A. Steady-state relationship of muscle activation () to calcium binding troponin relative to the total troponin concentration (CaT/T0) in the initial and maximally varied states at various stimulation frequencies. B. Transient relationship of muscle activation (A) to CaT/T0 at various levels of stimulation frequency. C. Transient relationship of muscle force (F) and sarcoplasmic calcium (Ca) at various levels of stimulation frequency. Insets indicate the transient relationship between calcium and activation (B) and calcium and force (C) on the relaxation phase of force production.
Fig 6.
Representative types of sag behavior at Xm,0.5 for CAT14.

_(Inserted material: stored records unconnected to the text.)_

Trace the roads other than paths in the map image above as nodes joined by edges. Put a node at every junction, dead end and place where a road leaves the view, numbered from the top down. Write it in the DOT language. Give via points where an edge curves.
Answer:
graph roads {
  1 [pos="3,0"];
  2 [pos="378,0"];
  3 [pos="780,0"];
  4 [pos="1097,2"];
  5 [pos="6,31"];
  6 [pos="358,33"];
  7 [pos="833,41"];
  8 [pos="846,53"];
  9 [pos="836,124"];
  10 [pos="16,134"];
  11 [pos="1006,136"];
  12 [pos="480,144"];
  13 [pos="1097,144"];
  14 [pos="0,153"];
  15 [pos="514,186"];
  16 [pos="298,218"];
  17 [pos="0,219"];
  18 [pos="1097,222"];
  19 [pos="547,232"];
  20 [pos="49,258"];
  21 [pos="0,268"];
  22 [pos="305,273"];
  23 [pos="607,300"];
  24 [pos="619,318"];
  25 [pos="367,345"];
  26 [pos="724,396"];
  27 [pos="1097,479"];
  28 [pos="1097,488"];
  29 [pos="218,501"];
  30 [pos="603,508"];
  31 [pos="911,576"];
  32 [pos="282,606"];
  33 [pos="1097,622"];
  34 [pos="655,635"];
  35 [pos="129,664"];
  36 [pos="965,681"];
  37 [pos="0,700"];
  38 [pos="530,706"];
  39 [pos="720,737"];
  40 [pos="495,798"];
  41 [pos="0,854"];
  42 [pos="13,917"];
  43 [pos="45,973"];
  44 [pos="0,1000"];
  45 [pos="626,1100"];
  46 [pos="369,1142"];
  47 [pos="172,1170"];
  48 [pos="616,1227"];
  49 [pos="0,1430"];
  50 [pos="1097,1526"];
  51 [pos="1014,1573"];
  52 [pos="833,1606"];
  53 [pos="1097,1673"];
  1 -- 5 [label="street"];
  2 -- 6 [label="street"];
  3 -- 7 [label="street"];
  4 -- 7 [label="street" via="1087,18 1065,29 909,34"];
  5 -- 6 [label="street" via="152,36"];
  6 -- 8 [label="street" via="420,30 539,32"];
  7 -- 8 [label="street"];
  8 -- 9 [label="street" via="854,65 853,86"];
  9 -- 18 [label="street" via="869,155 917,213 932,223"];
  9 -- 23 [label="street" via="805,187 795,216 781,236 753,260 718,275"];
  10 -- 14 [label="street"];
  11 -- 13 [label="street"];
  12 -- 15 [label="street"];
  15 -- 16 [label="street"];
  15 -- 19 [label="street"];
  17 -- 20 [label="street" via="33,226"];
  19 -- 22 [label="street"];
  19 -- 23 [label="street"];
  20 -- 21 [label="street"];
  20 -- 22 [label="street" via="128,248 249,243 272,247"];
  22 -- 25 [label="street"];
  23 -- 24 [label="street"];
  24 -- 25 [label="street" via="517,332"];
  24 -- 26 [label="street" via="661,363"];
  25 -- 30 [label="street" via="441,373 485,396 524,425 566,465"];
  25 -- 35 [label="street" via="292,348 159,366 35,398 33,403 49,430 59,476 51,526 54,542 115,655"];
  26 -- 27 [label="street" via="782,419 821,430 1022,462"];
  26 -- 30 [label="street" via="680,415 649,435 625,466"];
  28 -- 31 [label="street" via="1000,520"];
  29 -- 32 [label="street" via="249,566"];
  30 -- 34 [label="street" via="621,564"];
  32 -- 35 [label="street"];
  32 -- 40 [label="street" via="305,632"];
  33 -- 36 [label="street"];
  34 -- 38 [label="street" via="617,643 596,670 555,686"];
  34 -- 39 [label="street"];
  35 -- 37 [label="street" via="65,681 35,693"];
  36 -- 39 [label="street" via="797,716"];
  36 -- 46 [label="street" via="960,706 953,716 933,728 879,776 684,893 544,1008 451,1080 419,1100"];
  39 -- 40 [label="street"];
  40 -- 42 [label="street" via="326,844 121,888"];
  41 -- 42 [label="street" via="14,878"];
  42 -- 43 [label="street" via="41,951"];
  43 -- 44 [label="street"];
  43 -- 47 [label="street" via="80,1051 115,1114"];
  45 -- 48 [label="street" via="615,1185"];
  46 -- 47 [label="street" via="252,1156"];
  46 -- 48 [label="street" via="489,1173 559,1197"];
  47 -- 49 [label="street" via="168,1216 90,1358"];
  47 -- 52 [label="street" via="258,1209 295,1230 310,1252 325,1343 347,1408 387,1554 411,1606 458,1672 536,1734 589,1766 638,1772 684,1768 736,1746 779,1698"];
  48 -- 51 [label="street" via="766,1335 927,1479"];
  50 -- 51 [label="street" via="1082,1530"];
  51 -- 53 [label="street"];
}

A. Simple sag form at 20 Hz current stimulation (left) and changes in C1 and C2 (right) with default values of C2n2 and τC2. B-D. Complex sag forms at 20 Hz (B and C) and 30 Hz (D) stimulation frequencies (left) and changes in C1 and C2 (right) with variations in C2n2 and τC2. Arrows indicate the direction of force production after the initial peak force.
Fig 7.
Type map of sag behavior with changes in threshold (C2n2) and time constant (τC2) for the slope (C2) variation in the calcium-activation (CaT/T0–) relationship at Xm,0.5 for CAT14.
A. Type map under 20 Hz current stimulation. B. Type map under 30 Hz current stimulation.
Fig 8.
Length-force and velocity-force properties of the model CAT14 with changes in C1 and C2.
A. Force responses during lengthening (upper), changes in C1 and C2 (middle) and current stimulation (100 Hz, bottom). B. Force responses during shortening (upper), changes in C1 and C2 (middle) and current stimulation (100 Hz, bottom). C. Force responses during step lengthening (upper), changes in C1 and C2 (middle) and current stimulation (100 Hz, bottom). D. Profiles of the muscle-tendon length variation for A, B and C. Black and blue lines indicate the experimental and simulated data.
Fig 9.
Length dependence of the sag magnitude in the model of CAT14.
A1 & B1. Unfused tetanus (upper), changes in C1 and C2 (middle) and 20 Hz current stimulation (bottom) with no change in the slope of calcium-force relationship at the physiologically minimal (0 mm) and maximal (10 mm) muscle-tendon length. A2 & B2. Unfused tetanus (upper), changes in C1 and C2 (middle) and 20 Hz current stimulation (bottom) with slope variation in the calcium-force relationship at the physiologically minimal and maximal muscle-tendon length. Arrows indicate the degree of force decline after the initial peak force.